🤖 AI Summary
Existing low-light 3D reconstruction methods under sparse views suffer from exposure inconsistency, color distortion, and strong scene dependency. Method: This paper proposes the first generalizable 3D Gaussian reconstruction framework, featuring: (1) a physics-based camera model for synthesizing dark views to enable end-to-end low-light enhancement; (2) a physics-guided dual-branch geometric initialization that disentangles the illumination-material-view trinity in appearance representation; and (3) a frequency-prior-driven cross-view illumination consistency constraint to jointly optimize geometry and appearance. Contribution/Results: The method achieves zero-shot generalization to unseen low-light scenes.

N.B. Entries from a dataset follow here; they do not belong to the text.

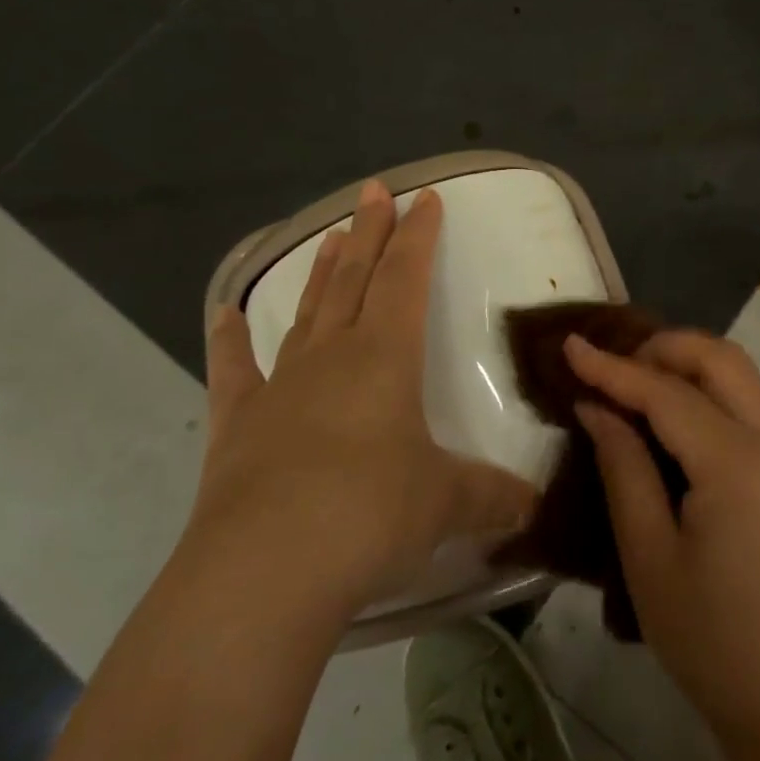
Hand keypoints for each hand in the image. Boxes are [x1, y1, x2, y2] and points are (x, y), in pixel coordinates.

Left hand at [192, 180, 538, 621]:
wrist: (267, 569)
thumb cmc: (370, 516)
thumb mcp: (446, 504)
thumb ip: (493, 496)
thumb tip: (536, 506)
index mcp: (386, 357)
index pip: (406, 278)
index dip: (418, 236)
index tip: (425, 197)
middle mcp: (333, 356)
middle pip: (356, 278)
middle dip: (369, 232)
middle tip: (373, 191)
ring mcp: (280, 385)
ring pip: (308, 312)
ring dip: (322, 273)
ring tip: (330, 235)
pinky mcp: (238, 424)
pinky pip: (233, 370)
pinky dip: (228, 341)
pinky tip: (223, 314)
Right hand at [567, 331, 759, 743]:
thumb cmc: (708, 636)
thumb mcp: (648, 554)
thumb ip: (623, 467)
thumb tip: (596, 406)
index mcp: (736, 464)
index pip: (666, 394)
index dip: (613, 368)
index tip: (571, 345)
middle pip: (719, 359)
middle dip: (662, 348)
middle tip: (612, 368)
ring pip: (741, 372)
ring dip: (689, 362)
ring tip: (637, 382)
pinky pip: (751, 400)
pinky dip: (712, 386)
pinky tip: (676, 410)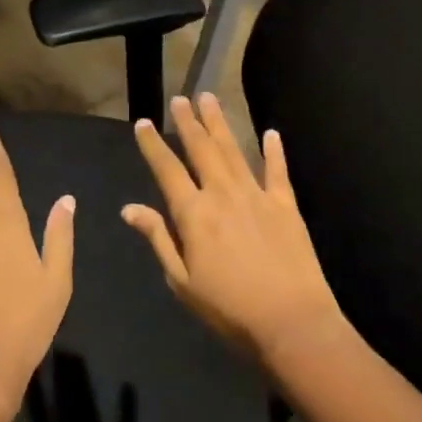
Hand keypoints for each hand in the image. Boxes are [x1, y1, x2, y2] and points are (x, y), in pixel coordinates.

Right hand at [123, 92, 343, 362]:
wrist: (292, 323)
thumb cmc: (229, 309)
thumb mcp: (182, 281)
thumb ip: (158, 238)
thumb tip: (129, 208)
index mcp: (193, 213)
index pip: (167, 169)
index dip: (153, 144)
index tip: (143, 122)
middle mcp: (222, 193)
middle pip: (201, 149)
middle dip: (188, 122)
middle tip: (180, 99)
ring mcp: (256, 195)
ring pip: (233, 150)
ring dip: (219, 123)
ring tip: (209, 99)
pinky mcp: (285, 205)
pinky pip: (277, 171)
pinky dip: (273, 150)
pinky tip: (271, 133)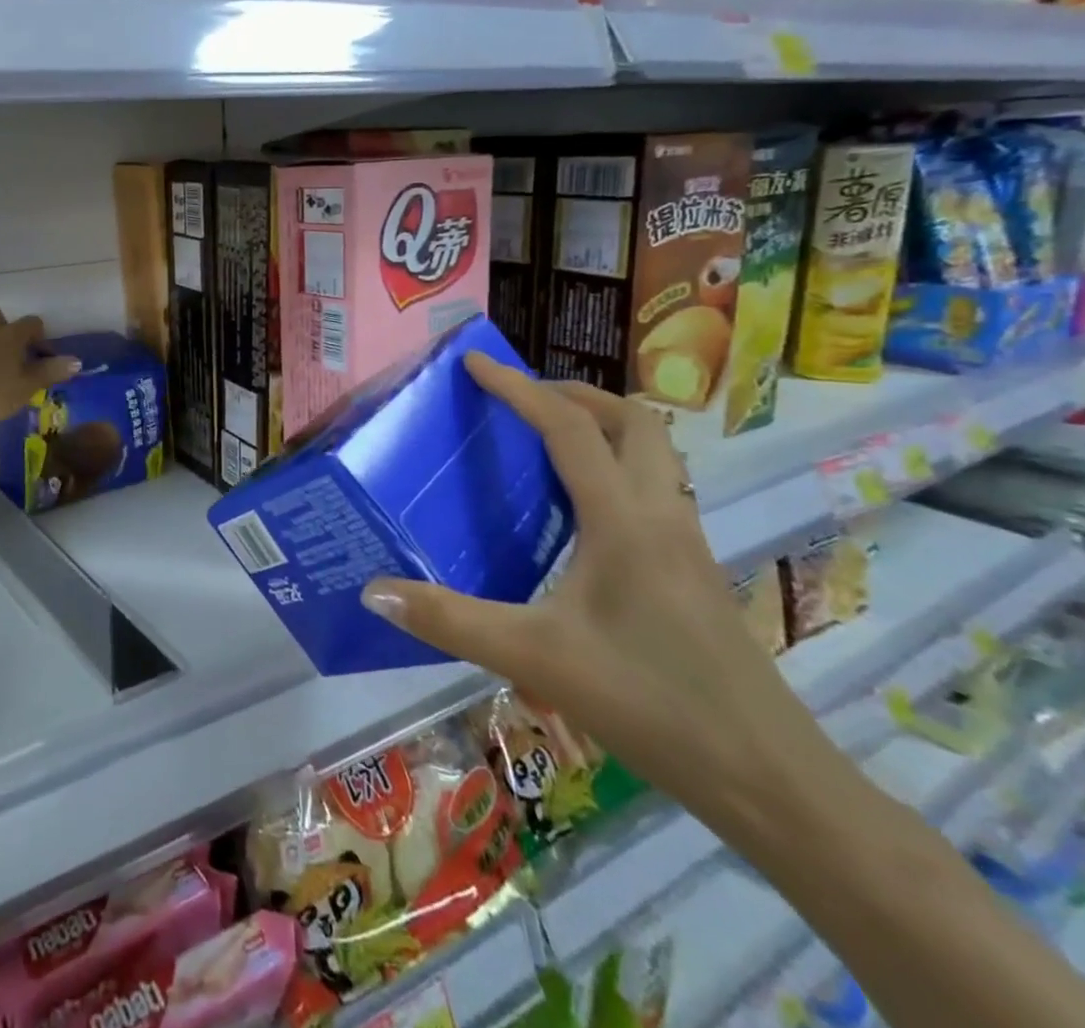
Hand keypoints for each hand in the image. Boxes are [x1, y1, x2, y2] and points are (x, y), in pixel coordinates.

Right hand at [359, 354, 828, 826]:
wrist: (770, 779)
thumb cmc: (651, 703)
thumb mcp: (534, 658)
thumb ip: (450, 621)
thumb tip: (373, 591)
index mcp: (623, 521)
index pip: (568, 429)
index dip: (518, 388)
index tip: (474, 364)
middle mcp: (662, 517)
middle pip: (634, 422)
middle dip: (576, 395)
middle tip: (523, 400)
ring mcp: (688, 545)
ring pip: (656, 455)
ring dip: (605, 429)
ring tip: (548, 443)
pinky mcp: (696, 574)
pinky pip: (658, 491)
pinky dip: (618, 470)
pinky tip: (583, 514)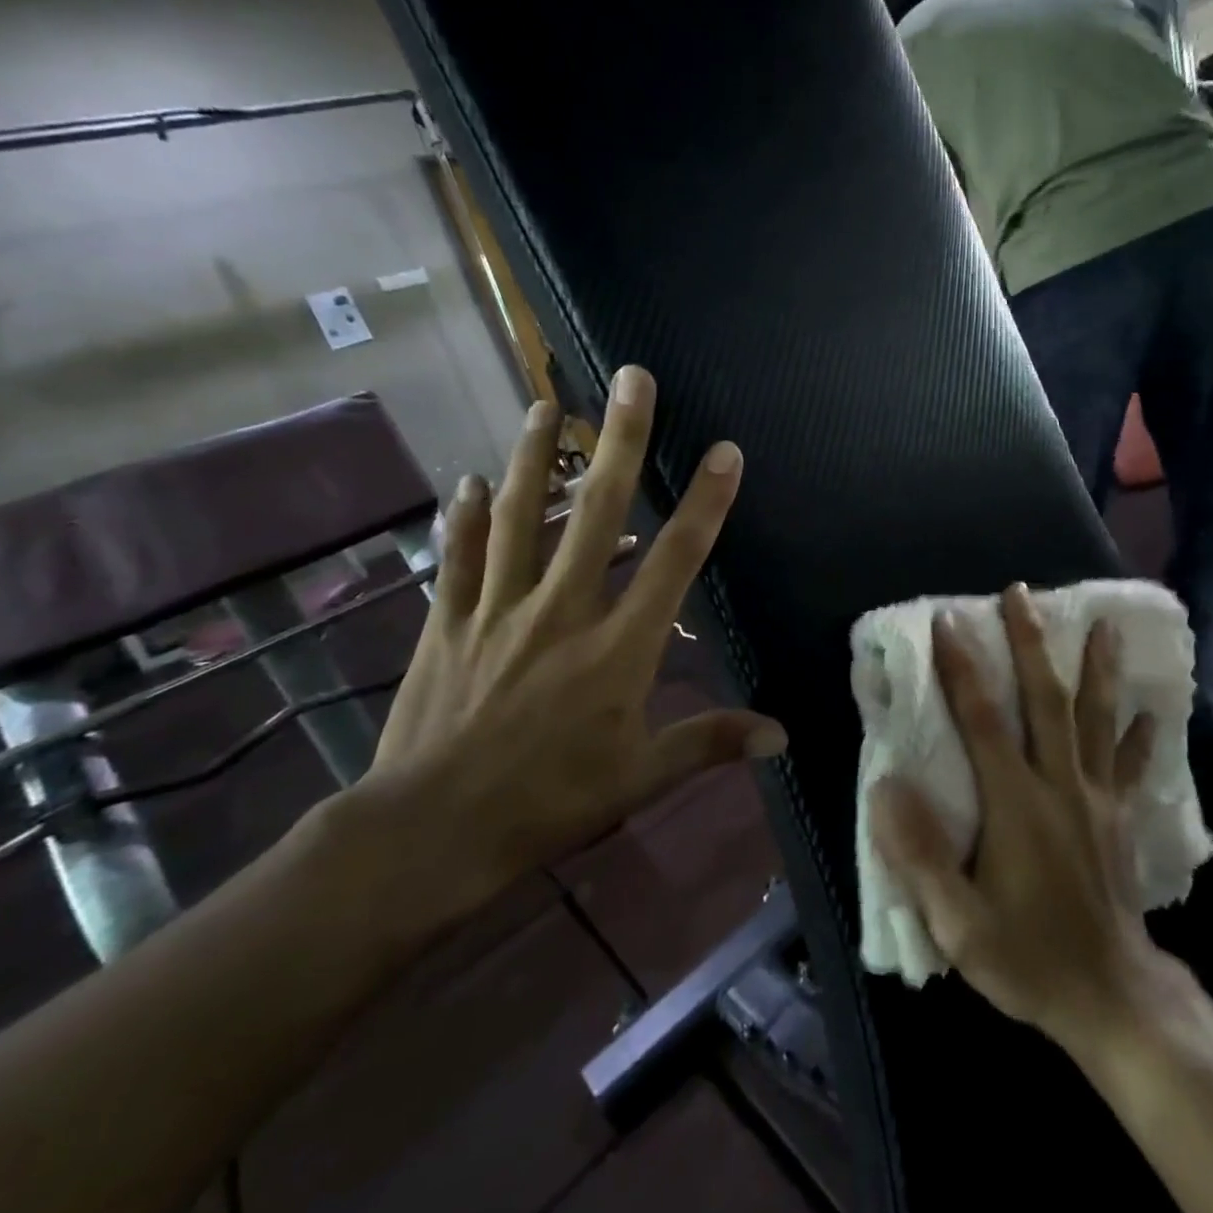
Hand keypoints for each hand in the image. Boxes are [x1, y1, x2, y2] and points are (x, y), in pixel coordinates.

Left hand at [360, 367, 786, 920]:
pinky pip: (458, 558)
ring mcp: (498, 610)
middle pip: (597, 512)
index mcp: (618, 646)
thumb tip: (781, 737)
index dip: (705, 502)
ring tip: (546, 405)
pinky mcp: (448, 624)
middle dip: (620, 441)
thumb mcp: (641, 776)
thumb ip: (709, 741)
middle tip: (630, 378)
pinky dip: (466, 517)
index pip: (674, 560)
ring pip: (521, 517)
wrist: (431, 833)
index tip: (724, 451)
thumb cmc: (549, 802)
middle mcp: (561, 610)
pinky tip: (471, 481)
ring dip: (536, 457)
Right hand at [869, 584, 1162, 1048]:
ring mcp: (1097, 797)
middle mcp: (1060, 785)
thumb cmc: (1027, 957)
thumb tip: (886, 786)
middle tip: (1021, 593)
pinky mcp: (1121, 817)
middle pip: (1047, 699)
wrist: (1112, 1000)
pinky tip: (1151, 709)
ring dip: (1097, 667)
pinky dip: (1142, 733)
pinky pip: (1134, 765)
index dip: (963, 668)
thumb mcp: (958, 923)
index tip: (949, 620)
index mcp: (1016, 804)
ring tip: (1102, 622)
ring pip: (1097, 718)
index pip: (983, 720)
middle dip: (1031, 642)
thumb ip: (920, 854)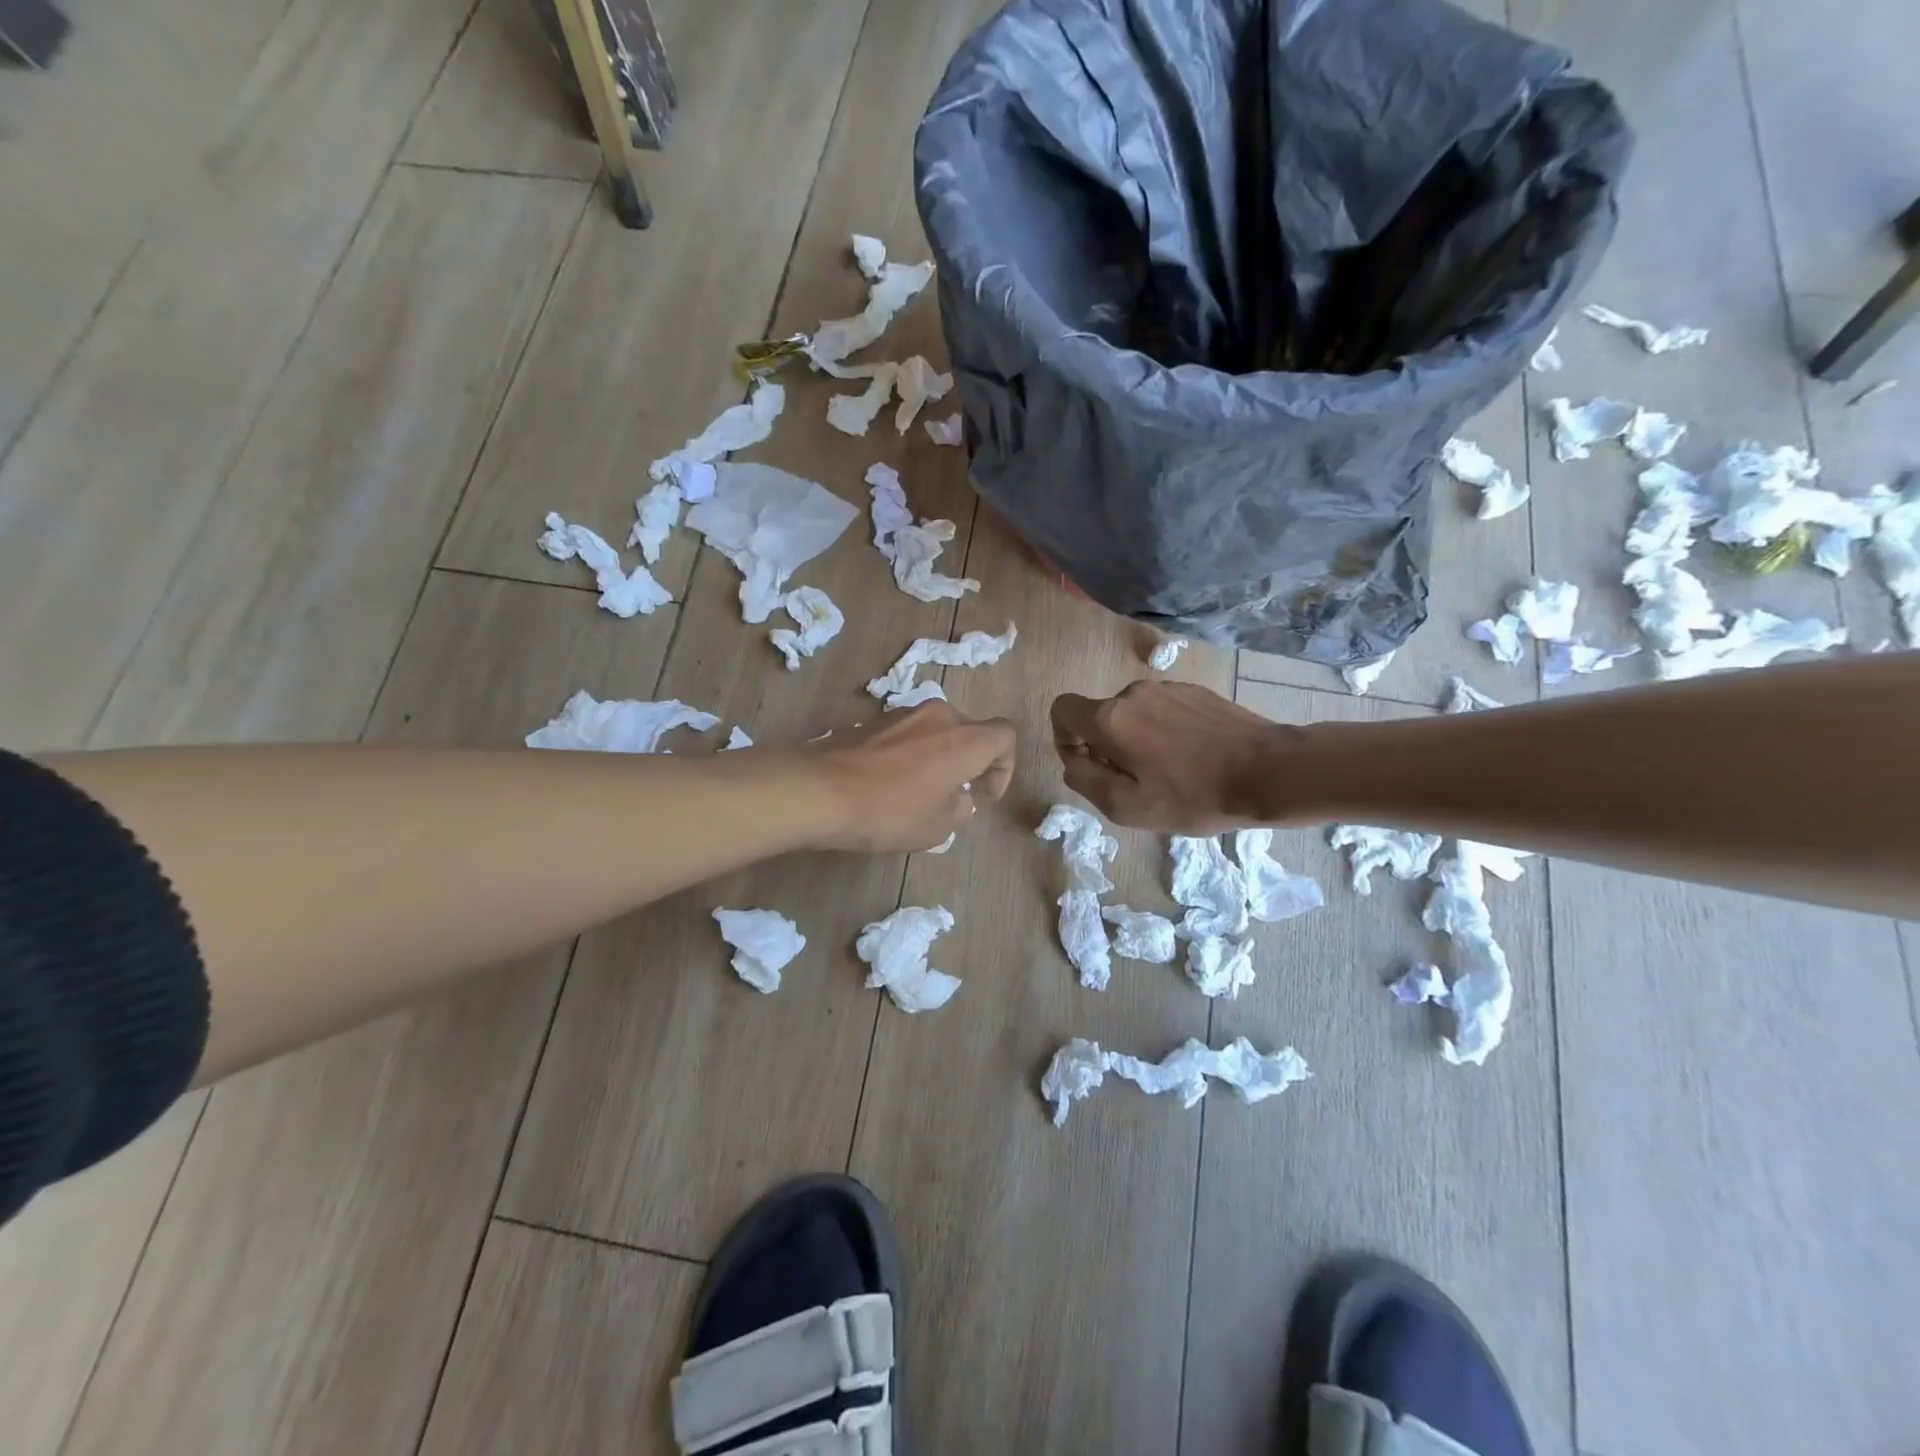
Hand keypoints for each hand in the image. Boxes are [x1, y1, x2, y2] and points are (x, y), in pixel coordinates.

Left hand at [807, 701, 1017, 852]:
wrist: (819, 790)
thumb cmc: (890, 811)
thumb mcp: (938, 827)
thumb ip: (960, 809)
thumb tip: (958, 797)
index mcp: (965, 739)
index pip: (1005, 735)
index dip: (1004, 766)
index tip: (984, 794)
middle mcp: (938, 716)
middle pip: (970, 730)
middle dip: (971, 761)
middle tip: (956, 795)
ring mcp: (903, 714)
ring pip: (937, 730)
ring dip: (940, 756)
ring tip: (921, 791)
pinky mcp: (873, 721)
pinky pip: (907, 734)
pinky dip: (911, 754)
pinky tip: (890, 783)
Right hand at [1051, 681, 1296, 832]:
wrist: (1268, 771)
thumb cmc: (1192, 795)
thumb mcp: (1126, 807)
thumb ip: (1084, 780)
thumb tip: (1073, 761)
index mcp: (1110, 718)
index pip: (1062, 710)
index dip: (1065, 739)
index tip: (1091, 767)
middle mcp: (1133, 693)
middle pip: (1100, 717)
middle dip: (1106, 748)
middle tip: (1139, 783)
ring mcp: (1167, 689)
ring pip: (1133, 715)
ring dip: (1137, 741)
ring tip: (1171, 773)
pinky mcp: (1196, 692)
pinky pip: (1163, 711)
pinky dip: (1165, 733)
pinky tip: (1194, 758)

It significantly outperforms state-of-the-art 2D and 3D low-light reconstruction approaches on both public and custom datasets, delivering superior novel-view synthesis quality, cross-view consistency, and generalization capability.
📝 Abstract
Low-light 3D reconstruction from sparse views remains challenging due to exposure imbalance and degraded color fidelity. While existing methods struggle with view inconsistency and require per-scene training, we propose SplatBright, which is, to our knowledge, the first generalizable 3D Gaussian framework for joint low-light enhancement and reconstruction from sparse sRGB inputs. Our key idea is to integrate physically guided illumination modeling with geometry-appearance decoupling for consistent low-light reconstruction. Specifically, we adopt a dual-branch predictor that provides stable geometric initialization of 3D Gaussian parameters. On the appearance side, illumination consistency leverages frequency priors to enable controllable and cross-view coherent lighting, while an appearance refinement module further separates illumination, material, and view-dependent cues to recover fine texture. To tackle the lack of large-scale geometrically consistent paired data, we synthesize dark views via a physics-based camera model for training. Extensive experiments on public and self-collected datasets demonstrate that SplatBright achieves superior novel view synthesis, cross-view consistency, and better generalization to unseen low-light scenes compared with both 2D and 3D methods.